There is a method of coating the surface with a gas barrier resin such as vinylidene chloride. Although these transparent gas barrier films have the feature of being able to see the contents, they cannot prevent deterioration of foods, medicines, and the like due to light.

On the other hand, it is known that the gas permeability becomes extremely low by providing an Al metal layer on a plastic film, for example, by vacuum evaporation. This also blocks light, so that alteration can be efficiently suppressed.
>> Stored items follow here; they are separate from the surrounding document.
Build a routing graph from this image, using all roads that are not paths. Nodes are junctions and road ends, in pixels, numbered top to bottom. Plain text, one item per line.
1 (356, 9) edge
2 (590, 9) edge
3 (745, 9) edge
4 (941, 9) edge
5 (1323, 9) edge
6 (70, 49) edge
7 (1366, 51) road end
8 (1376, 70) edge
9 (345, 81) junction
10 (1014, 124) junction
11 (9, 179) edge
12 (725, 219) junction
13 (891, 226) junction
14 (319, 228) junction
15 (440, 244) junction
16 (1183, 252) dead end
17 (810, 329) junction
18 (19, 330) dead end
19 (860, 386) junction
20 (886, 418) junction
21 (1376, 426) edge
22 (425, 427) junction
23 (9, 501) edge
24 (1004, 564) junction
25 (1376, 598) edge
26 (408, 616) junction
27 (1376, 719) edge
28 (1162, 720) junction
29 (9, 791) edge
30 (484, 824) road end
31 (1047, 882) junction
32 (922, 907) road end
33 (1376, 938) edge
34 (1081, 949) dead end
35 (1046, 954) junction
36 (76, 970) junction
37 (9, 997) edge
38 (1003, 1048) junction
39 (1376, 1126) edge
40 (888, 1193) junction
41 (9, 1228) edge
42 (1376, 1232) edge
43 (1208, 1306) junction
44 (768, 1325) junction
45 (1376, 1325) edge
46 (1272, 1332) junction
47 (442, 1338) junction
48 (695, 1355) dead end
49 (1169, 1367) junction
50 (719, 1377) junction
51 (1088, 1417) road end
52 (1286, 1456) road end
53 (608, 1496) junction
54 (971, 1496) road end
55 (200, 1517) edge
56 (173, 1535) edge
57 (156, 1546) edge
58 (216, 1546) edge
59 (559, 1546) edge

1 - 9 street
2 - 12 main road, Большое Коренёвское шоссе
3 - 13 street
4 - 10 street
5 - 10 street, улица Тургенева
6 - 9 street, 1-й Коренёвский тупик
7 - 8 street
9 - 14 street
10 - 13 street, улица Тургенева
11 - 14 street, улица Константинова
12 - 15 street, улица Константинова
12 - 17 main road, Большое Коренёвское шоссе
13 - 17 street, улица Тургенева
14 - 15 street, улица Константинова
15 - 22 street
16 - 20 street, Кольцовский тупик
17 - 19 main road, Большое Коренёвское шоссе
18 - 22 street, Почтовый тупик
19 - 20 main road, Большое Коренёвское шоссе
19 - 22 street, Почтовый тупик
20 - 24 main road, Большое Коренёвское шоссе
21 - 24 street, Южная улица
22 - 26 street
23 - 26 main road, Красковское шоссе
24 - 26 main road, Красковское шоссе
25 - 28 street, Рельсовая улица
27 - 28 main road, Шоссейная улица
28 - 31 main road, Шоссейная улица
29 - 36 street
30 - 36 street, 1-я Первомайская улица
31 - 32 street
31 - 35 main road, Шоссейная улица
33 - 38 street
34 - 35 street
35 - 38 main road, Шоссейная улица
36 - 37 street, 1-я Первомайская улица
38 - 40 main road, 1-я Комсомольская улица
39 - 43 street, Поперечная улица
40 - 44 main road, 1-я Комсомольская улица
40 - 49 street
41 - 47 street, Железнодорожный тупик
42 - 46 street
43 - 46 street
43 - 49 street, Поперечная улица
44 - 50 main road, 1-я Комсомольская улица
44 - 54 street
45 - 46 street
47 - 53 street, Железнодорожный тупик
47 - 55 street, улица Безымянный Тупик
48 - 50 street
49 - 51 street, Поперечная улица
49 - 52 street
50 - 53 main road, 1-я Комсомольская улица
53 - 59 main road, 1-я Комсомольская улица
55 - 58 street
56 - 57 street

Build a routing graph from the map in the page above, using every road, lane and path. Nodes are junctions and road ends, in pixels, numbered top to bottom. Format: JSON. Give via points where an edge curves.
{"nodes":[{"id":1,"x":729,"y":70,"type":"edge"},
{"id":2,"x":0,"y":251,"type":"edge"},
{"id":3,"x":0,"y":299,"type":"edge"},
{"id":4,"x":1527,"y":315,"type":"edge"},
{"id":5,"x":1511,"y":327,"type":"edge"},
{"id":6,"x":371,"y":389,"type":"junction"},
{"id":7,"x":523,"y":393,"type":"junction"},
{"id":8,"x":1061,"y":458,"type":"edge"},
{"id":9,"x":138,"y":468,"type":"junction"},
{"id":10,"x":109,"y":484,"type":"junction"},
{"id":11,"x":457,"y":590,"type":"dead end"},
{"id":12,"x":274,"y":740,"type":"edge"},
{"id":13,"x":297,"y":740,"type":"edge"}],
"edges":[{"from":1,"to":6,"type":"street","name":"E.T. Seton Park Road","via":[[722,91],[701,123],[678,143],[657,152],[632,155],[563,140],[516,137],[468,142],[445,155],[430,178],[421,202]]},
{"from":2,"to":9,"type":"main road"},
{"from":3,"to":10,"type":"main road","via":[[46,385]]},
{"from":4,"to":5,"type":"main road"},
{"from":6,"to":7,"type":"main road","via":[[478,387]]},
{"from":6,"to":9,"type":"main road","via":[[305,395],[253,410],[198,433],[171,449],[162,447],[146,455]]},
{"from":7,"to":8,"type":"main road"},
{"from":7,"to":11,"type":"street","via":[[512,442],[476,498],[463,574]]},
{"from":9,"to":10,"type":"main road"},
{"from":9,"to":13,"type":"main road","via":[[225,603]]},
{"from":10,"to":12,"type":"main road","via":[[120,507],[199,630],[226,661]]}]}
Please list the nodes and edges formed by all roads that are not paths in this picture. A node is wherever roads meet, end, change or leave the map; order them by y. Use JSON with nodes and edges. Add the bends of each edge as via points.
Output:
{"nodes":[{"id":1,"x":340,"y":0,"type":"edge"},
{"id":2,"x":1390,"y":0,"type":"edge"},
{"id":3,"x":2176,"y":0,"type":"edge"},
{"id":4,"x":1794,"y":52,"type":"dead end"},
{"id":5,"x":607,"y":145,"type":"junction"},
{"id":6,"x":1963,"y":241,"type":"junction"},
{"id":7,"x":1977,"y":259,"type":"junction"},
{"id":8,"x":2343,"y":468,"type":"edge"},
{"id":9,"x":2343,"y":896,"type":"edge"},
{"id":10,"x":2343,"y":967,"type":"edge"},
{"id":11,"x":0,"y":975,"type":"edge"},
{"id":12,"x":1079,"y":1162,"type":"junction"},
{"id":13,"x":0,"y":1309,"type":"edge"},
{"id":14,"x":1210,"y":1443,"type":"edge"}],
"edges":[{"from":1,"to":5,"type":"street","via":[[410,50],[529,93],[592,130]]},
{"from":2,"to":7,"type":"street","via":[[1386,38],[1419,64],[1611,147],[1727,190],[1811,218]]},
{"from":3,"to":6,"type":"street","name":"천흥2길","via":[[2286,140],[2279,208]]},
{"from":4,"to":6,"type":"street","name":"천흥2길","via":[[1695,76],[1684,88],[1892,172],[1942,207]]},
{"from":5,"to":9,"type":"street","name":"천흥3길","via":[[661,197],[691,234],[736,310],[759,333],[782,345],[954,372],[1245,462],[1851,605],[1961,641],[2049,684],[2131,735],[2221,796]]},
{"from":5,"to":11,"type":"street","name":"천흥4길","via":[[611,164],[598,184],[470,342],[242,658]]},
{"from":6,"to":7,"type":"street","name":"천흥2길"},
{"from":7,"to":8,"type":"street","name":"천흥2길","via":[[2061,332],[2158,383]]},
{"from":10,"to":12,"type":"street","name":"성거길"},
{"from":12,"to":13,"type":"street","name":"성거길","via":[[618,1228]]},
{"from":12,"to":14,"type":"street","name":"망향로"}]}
However, a film provided with an Al metal layer has poor transparency and cannot be used in a microwave oven.

[0004]

SUMMARY OF THE INVENTION The present invention has been made in view of the above problems, and has as its object the purpose of being able to see the contents with transparency and to block harmful ultraviolet rays and infrared rays. An object of the present invention is to provide a film having excellent gas barrier properties.

[0005]

According to the present invention, a diamond-like carbon film having a hydrogen concentration of 50 atomic% or less and an oxygen concentration of 20 atomic% or less is provided on at least one surface of a multilayer laminate film having selective permeability. Are laminated on the gas barrier film. A resin having a different refractive index from A / B /
A large number such as A / B / A / B... By appropriately determining the thickness and layer configuration of each layer, a film having functions such as selective light transmittance and selective reflectivity can be produced. For the purpose of packaging foods and medicines,
It is necessary to determine the thickness and composition of the layer so as to block ultraviolet and infrared rays.

[0006]

BEST MODE FOR CARRYING OUT THE INVENTION The resin used for producing a multilayer laminate is not particularly limited as long as it is a resin having thermoplasticity, and it may be a crystalline resin or an amorphous resin. For example, polyolefin, polyester, nylon, polycarbonate, polystyrene, polyacrylate, etc., which are thermoplastic resins conventionally used as molding materials for packaging materials such as daily necessities, miscellaneous goods, foods, tablet medicines and the like can be mentioned.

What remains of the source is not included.